Stored items from a collection
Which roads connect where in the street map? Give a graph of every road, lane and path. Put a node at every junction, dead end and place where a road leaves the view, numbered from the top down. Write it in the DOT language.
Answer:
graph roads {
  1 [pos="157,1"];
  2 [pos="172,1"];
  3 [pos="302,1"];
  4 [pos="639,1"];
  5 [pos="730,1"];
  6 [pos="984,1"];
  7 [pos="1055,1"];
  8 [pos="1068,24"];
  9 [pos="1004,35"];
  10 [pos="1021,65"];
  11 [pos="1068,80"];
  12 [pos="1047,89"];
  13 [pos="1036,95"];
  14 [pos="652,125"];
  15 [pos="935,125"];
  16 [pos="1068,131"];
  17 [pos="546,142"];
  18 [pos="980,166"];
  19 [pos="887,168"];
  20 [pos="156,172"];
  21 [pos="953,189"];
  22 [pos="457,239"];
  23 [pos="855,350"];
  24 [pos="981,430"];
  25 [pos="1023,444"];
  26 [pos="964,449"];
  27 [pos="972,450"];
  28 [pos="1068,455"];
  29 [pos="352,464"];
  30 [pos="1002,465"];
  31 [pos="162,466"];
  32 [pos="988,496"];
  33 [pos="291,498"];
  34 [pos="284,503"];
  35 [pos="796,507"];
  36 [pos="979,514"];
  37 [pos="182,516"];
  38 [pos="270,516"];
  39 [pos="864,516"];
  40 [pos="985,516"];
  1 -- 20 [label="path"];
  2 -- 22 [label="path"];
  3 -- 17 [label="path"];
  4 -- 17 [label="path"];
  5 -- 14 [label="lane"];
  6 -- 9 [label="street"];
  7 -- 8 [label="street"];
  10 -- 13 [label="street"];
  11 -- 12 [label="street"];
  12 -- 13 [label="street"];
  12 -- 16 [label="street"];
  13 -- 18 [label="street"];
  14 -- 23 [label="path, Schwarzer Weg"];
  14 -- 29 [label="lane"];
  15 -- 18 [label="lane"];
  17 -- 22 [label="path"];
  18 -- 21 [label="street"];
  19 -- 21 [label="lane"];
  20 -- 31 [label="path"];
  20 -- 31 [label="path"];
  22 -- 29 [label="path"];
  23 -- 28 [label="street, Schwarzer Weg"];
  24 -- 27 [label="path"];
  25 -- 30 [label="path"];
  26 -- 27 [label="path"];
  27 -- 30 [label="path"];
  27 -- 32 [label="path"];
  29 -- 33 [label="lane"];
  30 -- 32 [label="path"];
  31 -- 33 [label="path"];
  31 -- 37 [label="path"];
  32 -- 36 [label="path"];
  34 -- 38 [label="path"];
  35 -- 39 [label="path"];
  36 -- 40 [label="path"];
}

- _Required action_
Can you give every line above again, exactly as written?

- _Response box_
Which roads connect where in the street map? Give a graph of every road, lane and path. Put a node at every junction, dead end and place where a road leaves the view, numbered from the top down. Write it in the DOT language.
Answer:
graph roads {
  1 [pos="157,1"];
  2 [pos="172,1"];
  3 [pos="302,1"];
  4 [pos="639,1"];
  5 [pos="730,1"];
  6 [pos="984,1"];
  7 [pos="1055,1"];
  8 [pos="1068,24"];
  9 [pos="1004,35"];
  10 [pos="1021,65"];
  11 [pos="1068,80"];
  12 [pos="1047,89"];
  13 [pos="1036,95"];
  14 [pos="652,125"];
  15 [pos="935,125"];
  16 [pos="1068,131"];
  17 [pos="546,142"];
  18 [pos="980,166"];
  19 [pos="887,168"];
  20 [pos="156,172"];
  21 [pos="953,189"];
  22 [pos="457,239"];
  23 [pos="855,350"];
  24 [pos="981,430"];
  25 [pos="1023,444"];
  26 [pos="964,449"];
  27 [pos="972,450"];
  28 [pos="1068,455"];
  29 [pos="352,464"];
  30 [pos="1002,465"];
  31 [pos="162,466"];
  32 [pos="988,496"];
  33 [pos="291,498"];
  34 [pos="284,503"];
  35 [pos="796,507"];
  36 [pos="979,514"];
  37 [pos="182,516"];
  38 [pos="270,516"];
  39 [pos="864,516"];
  40 [pos="985,516"];
  1 -- 20 [label="path"];
  2 -- 22 [label="path"];
  3 -- 17 [label="path"];
  4 -- 17 [label="path"];
  5 -- 14 [label="lane"];
  6 -- 9 [label="street"];
  7 -- 8 [label="street"];
  10 -- 13 [label="street"];
  11 -- 12 [label="street"];
  12 -- 13 [label="street"];
  12 -- 16 [label="street"];
  13 -- 18 [label="street"];
  14 -- 23 [label="path, Schwarzer Weg"];
  14 -- 29 [label="lane"];
  15 -- 18 [label="lane"];
  17 -- 22 [label="path"];
  18 -- 21 [label="street"];
  19 -- 21 [label="lane"];
  20 -- 31 [label="path"];
  20 -- 31 [label="path"];
  22 -- 29 [label="path"];
  23 -- 28 [label="street, Schwarzer Weg"];
  24 -- 27 [label="path"];
  25 -- 30 [label="path"];
  26 -- 27 [label="path"];
  27 -- 30 [label="path"];
  27 -- 32 [label="path"];
  29 -- 33 [label="lane"];
  30 -- 32 [label="path"];
  31 -- 33 [label="path"];
  31 -- 37 [label="path"];
  32 -- 36 [label="path"];
  34 -- 38 [label="path"];
  35 -- 39 [label="path"];
  36 -- 40 [label="path"];
}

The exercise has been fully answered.